Em primeiro lugar, é preciso valorizar os adversários da Seleção. Citando apenas os times que o Brasil enfrentou, foi perceptível observar como Peru, Venezuela e Paraguai evoluíram. O primeiro, especialmente, já que tem um setor ofensivo experiente e poderoso. Foi para a semifinal nas últimas duas edições da Copa América e ficou na beira da classificação para o Mundial de 2014, em 6 lugar. Não será surpresa ver o Peru na Rússia em 2018.

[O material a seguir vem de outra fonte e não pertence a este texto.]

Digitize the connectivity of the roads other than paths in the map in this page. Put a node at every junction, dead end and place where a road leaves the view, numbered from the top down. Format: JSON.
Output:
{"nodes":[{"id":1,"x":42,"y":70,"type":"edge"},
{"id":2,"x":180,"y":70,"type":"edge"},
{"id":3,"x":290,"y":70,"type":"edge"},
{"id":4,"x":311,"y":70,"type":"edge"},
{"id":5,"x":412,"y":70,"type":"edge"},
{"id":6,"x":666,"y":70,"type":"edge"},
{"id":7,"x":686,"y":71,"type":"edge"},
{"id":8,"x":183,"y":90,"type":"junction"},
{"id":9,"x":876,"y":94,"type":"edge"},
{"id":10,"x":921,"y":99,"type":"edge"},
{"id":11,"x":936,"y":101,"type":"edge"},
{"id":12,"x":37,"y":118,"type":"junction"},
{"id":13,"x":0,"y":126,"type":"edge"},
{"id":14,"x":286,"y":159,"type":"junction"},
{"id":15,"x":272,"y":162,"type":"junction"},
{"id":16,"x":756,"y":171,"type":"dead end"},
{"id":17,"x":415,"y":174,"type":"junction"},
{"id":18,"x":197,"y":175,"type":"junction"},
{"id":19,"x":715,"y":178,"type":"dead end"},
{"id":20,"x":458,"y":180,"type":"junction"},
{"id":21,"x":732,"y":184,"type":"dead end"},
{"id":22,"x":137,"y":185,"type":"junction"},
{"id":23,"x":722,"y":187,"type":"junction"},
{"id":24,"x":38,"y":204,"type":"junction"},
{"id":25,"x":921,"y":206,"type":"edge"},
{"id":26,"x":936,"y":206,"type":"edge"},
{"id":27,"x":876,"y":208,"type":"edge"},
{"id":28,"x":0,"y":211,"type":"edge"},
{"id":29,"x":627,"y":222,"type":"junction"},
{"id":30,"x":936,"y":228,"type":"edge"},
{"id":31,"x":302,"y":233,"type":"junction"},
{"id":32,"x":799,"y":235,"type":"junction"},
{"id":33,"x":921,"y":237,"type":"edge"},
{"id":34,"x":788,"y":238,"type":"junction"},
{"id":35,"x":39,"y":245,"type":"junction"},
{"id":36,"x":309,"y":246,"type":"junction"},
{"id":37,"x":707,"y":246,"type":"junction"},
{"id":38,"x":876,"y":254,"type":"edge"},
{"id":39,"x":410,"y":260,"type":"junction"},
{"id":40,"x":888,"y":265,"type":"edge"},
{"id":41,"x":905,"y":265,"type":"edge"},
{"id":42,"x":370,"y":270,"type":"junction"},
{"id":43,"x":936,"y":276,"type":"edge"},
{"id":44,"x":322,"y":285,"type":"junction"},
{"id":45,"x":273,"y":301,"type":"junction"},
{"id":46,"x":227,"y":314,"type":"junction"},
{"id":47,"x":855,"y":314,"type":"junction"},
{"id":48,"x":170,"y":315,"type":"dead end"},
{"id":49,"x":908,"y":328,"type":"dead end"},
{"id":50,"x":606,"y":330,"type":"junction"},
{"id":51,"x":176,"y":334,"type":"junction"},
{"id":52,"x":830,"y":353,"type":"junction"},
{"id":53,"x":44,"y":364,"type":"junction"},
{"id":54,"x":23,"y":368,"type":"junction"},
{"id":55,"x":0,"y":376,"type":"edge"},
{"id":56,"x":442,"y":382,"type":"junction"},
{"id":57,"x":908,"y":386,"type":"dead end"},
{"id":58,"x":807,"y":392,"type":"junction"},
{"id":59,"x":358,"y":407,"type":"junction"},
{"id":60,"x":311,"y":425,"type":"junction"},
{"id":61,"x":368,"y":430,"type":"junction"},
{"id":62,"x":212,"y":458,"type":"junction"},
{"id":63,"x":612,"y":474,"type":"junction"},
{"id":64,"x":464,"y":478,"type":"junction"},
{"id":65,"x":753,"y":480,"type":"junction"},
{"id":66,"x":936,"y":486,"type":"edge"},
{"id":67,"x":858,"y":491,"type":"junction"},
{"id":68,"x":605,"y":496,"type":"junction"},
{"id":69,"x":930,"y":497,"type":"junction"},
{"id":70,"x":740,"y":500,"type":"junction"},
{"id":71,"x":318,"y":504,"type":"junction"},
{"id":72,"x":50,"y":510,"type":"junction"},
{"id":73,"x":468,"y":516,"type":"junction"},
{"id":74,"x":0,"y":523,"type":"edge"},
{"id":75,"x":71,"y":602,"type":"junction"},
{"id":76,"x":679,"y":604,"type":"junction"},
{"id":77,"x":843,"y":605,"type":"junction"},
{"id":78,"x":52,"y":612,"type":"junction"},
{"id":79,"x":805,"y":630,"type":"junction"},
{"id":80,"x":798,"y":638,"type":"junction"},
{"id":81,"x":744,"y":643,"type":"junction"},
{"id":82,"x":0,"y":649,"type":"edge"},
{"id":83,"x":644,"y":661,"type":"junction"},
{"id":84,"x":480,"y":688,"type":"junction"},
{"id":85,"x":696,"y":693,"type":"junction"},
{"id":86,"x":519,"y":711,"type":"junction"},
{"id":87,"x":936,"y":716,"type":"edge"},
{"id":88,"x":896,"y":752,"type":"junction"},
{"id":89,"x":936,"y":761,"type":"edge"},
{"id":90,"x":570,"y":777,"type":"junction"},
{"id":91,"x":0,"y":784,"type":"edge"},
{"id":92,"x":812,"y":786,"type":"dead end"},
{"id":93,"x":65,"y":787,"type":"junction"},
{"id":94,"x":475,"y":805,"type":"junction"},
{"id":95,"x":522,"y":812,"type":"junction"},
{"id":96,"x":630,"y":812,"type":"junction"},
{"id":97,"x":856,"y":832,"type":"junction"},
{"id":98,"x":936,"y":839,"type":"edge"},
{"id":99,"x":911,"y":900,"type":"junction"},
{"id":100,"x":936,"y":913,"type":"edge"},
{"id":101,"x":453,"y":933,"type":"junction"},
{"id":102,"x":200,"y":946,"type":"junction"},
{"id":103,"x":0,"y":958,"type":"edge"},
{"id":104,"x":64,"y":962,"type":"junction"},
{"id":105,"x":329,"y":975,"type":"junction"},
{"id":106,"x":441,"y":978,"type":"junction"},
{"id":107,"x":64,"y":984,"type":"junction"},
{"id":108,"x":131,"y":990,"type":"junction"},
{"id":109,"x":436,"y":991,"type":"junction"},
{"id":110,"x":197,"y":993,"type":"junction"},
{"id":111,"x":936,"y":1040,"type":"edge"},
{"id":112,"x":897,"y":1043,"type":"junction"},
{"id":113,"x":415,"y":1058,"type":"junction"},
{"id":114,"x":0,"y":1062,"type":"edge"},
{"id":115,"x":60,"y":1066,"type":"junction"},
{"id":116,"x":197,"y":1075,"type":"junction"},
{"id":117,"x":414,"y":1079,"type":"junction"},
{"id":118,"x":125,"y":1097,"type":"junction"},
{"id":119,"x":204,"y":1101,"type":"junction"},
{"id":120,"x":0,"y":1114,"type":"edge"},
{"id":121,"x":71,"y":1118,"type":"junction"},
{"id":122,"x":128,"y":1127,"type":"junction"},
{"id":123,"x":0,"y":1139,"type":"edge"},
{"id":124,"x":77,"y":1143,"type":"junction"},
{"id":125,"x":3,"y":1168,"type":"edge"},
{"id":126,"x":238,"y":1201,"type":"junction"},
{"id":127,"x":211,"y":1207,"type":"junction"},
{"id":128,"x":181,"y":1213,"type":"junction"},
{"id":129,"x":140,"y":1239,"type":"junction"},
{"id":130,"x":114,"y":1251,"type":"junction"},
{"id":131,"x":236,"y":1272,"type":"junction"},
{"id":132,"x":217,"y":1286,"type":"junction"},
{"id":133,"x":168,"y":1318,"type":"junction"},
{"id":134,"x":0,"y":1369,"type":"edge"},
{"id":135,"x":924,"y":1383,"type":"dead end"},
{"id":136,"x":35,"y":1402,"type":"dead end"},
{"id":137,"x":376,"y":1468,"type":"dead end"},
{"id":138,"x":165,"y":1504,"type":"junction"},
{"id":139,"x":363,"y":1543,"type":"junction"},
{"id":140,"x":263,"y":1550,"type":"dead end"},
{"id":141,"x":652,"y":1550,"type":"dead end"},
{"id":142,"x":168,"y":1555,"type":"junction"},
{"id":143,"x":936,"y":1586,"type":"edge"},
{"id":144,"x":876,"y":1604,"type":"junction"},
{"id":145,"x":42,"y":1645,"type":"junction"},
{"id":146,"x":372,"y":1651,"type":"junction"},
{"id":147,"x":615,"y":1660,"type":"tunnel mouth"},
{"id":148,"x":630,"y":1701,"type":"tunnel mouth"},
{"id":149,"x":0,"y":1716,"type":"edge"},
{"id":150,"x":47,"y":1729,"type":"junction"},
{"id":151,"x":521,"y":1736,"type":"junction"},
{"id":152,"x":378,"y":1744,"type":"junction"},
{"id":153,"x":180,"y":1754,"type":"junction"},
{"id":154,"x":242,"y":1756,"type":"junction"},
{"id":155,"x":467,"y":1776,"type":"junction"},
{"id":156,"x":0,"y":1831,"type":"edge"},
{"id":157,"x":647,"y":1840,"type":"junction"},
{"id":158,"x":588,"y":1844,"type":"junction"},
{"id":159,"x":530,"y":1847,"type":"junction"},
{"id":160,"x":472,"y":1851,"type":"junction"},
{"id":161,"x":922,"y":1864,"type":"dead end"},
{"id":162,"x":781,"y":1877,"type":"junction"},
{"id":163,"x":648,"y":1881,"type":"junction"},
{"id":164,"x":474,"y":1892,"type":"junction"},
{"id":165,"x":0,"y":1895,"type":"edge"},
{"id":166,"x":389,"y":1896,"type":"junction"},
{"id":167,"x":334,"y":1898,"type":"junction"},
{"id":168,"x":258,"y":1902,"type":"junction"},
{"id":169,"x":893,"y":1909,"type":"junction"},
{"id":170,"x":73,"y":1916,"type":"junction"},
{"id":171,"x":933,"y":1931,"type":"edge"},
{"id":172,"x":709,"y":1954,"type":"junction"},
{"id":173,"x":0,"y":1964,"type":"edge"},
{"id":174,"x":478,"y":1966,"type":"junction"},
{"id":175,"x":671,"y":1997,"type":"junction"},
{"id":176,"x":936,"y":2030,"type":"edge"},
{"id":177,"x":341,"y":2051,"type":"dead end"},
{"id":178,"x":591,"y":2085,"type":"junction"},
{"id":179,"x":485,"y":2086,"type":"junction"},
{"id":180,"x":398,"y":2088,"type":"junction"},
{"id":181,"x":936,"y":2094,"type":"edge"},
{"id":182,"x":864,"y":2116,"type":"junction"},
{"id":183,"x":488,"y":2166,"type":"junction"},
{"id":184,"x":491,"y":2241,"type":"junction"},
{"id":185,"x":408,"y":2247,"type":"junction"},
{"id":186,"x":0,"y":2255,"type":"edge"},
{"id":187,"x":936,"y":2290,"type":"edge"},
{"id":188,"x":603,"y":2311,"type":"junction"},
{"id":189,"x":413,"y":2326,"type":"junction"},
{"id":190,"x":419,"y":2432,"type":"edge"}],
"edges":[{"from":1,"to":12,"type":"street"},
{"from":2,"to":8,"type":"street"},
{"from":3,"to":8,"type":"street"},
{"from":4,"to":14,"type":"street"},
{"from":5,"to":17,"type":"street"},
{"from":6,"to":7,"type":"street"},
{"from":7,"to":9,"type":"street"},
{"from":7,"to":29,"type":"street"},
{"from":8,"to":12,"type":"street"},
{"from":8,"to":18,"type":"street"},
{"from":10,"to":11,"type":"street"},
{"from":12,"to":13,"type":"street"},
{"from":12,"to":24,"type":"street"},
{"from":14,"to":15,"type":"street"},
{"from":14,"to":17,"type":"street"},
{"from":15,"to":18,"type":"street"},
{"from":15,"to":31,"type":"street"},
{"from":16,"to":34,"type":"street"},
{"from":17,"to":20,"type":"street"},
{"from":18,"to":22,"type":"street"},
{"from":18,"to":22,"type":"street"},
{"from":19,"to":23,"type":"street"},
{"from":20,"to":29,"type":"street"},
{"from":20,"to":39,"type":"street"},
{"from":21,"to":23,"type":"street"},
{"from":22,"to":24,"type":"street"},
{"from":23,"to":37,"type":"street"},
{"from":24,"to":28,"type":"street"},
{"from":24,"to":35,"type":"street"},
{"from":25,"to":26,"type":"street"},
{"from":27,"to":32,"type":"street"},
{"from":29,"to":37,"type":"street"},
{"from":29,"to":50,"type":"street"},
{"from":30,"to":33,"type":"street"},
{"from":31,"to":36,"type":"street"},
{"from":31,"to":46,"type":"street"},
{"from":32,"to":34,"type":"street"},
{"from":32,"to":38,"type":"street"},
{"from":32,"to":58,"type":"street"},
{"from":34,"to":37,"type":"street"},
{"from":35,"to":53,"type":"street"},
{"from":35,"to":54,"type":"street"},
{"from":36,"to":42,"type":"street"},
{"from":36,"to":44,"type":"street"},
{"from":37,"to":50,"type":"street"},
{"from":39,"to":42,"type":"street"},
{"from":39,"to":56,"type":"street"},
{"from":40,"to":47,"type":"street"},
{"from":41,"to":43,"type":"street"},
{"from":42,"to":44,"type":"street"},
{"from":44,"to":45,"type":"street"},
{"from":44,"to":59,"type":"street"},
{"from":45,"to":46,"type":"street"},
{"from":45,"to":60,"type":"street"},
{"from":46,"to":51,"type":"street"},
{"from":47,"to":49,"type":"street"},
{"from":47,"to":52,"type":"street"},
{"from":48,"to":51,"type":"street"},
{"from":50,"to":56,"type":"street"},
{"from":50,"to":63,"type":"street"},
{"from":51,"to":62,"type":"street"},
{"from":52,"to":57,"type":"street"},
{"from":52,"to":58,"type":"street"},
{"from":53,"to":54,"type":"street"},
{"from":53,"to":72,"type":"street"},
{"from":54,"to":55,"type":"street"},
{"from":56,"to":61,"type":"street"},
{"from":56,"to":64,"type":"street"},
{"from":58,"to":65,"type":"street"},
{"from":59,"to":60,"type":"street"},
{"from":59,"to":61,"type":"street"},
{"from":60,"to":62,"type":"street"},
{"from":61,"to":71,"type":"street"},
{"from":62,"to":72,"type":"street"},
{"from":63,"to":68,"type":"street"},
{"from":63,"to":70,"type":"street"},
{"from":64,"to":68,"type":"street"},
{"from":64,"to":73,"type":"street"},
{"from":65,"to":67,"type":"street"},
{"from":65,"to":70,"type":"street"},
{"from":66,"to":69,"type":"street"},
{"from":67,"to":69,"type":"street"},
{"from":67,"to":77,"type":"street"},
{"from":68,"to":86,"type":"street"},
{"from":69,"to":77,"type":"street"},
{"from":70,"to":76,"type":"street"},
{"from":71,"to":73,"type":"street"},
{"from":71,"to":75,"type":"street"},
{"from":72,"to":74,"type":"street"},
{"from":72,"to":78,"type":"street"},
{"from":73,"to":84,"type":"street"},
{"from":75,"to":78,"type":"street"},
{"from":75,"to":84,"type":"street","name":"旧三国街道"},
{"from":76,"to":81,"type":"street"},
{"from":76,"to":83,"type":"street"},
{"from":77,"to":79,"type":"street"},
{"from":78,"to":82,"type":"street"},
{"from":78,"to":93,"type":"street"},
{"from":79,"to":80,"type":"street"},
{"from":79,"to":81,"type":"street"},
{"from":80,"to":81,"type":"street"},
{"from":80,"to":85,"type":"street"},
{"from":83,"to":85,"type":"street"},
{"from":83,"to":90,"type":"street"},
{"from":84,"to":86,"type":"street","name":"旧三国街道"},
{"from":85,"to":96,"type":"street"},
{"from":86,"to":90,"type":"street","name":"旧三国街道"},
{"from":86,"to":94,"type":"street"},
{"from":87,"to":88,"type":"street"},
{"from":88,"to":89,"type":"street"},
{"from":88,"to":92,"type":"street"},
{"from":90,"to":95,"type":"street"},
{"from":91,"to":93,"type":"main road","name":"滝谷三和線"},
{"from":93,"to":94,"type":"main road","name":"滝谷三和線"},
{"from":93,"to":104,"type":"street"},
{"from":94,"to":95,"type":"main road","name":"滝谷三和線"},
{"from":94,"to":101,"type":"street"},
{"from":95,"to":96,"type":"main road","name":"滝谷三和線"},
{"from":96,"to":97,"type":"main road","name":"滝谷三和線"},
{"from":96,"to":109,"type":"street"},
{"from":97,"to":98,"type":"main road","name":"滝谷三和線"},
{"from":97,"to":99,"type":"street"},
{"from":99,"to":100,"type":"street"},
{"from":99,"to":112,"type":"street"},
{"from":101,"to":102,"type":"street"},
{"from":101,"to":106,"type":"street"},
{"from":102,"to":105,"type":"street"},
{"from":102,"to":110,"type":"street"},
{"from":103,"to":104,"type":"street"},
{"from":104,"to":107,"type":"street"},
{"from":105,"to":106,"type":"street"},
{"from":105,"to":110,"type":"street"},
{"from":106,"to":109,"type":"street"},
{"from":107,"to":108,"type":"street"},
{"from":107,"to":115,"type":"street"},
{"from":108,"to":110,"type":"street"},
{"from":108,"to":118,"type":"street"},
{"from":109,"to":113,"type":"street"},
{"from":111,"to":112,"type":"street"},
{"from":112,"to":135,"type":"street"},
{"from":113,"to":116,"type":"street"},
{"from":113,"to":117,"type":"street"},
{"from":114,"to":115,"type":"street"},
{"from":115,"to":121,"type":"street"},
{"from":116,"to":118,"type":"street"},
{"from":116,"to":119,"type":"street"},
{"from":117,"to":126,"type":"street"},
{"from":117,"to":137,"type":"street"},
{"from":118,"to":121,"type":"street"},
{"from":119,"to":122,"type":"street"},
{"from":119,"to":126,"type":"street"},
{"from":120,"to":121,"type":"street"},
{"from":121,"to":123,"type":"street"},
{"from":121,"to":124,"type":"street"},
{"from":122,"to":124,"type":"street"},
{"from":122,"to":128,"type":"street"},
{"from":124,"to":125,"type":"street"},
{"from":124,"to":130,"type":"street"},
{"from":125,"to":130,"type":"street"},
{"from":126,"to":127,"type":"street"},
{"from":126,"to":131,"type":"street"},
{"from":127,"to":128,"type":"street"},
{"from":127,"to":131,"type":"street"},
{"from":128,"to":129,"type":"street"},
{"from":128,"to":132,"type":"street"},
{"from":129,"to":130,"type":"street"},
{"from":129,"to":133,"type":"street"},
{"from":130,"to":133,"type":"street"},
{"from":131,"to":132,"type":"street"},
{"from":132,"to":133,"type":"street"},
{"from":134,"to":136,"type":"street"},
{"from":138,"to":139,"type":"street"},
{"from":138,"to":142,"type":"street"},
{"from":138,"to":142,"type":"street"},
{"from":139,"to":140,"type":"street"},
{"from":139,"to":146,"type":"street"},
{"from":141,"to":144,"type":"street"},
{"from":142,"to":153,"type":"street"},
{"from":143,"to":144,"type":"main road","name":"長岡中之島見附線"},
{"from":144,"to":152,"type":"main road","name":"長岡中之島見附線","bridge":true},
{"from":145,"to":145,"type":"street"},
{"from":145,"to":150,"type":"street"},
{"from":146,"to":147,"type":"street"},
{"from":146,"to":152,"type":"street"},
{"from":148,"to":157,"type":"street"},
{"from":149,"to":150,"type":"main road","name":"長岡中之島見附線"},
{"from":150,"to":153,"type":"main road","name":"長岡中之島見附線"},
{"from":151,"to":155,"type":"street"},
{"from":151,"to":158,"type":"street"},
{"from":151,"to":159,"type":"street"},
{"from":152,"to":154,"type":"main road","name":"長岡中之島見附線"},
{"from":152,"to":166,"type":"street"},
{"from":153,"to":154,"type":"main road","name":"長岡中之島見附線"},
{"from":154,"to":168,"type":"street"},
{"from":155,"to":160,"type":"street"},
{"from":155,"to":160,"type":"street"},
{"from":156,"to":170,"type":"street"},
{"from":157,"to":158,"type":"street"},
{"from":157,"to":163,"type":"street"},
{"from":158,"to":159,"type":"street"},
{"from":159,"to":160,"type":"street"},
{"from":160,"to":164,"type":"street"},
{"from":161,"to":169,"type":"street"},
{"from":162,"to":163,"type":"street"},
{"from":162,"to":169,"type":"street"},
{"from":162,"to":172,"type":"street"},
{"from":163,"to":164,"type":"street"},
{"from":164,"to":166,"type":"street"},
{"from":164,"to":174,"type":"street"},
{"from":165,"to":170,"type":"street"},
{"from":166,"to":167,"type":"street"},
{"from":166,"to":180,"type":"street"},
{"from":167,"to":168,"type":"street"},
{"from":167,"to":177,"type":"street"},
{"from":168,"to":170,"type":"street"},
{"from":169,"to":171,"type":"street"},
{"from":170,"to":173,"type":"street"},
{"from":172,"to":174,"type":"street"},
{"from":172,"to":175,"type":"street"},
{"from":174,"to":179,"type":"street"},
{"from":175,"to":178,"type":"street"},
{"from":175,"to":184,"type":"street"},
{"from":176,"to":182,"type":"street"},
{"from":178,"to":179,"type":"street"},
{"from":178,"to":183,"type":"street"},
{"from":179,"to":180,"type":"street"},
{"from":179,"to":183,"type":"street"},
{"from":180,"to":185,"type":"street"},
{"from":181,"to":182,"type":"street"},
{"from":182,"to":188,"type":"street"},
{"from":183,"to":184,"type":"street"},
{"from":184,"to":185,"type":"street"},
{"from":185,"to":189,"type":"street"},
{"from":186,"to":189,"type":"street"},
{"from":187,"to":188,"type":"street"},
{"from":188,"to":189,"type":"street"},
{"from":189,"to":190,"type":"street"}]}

E também é fácil indicar qualidades nos outros times da competição: o Uruguai segue como uma equipe que sabe se defender como poucas e terá outro nível de ataque com a volta de Luis Suárez nas eliminatórias; o Equador é inconstante, mas tem alguma qualidade tanto na defesa quanto no ataque; e até a Bolívia possui jovens que podem colocar o país em um patamar mais digno.
Fortes
Há três seleções nitidamente mais fortes que o Brasil: Argentina, Colômbia e Chile. O time de Lionel Messi tem qualidade técnica incomparável, tem cada vez mais experiência e mostra boa regularidade. O Chile tem jogadores talentosos e está melhor taticamente. E a Colômbia possui atacantes de alto nível: Falcao García, Jackson Martínez, Téo Gutiérrez, Carlos Bacca e Victor Ibarbo.
Aspectos básicos
O Brasil precisa evoluir em três aspectos básicos: emocionalmente, tecnicamente e taticamente. Difícil é saber qual é o maior problema.
O zagueiro Miranda, capitão em dois jogos na Copa América, foi questionado sobre o emocional do grupo e negou o problema. Na competição, ficou claro que ele existe, já que muitos jogadores cometeram erros bobos que não costumam fazer.
Taticamente, o Brasil é muito limitado. Tem apenas uma formação, desconjuntada sem Neymar e Oscar. Tecnicamente, há pouco para fazer. A convocação de Dunga pode até ser questionável em um ou outro nome, mas nada que fará grande diferença. A solução é fazer um elenco razoável virar forte em razão da boa organização.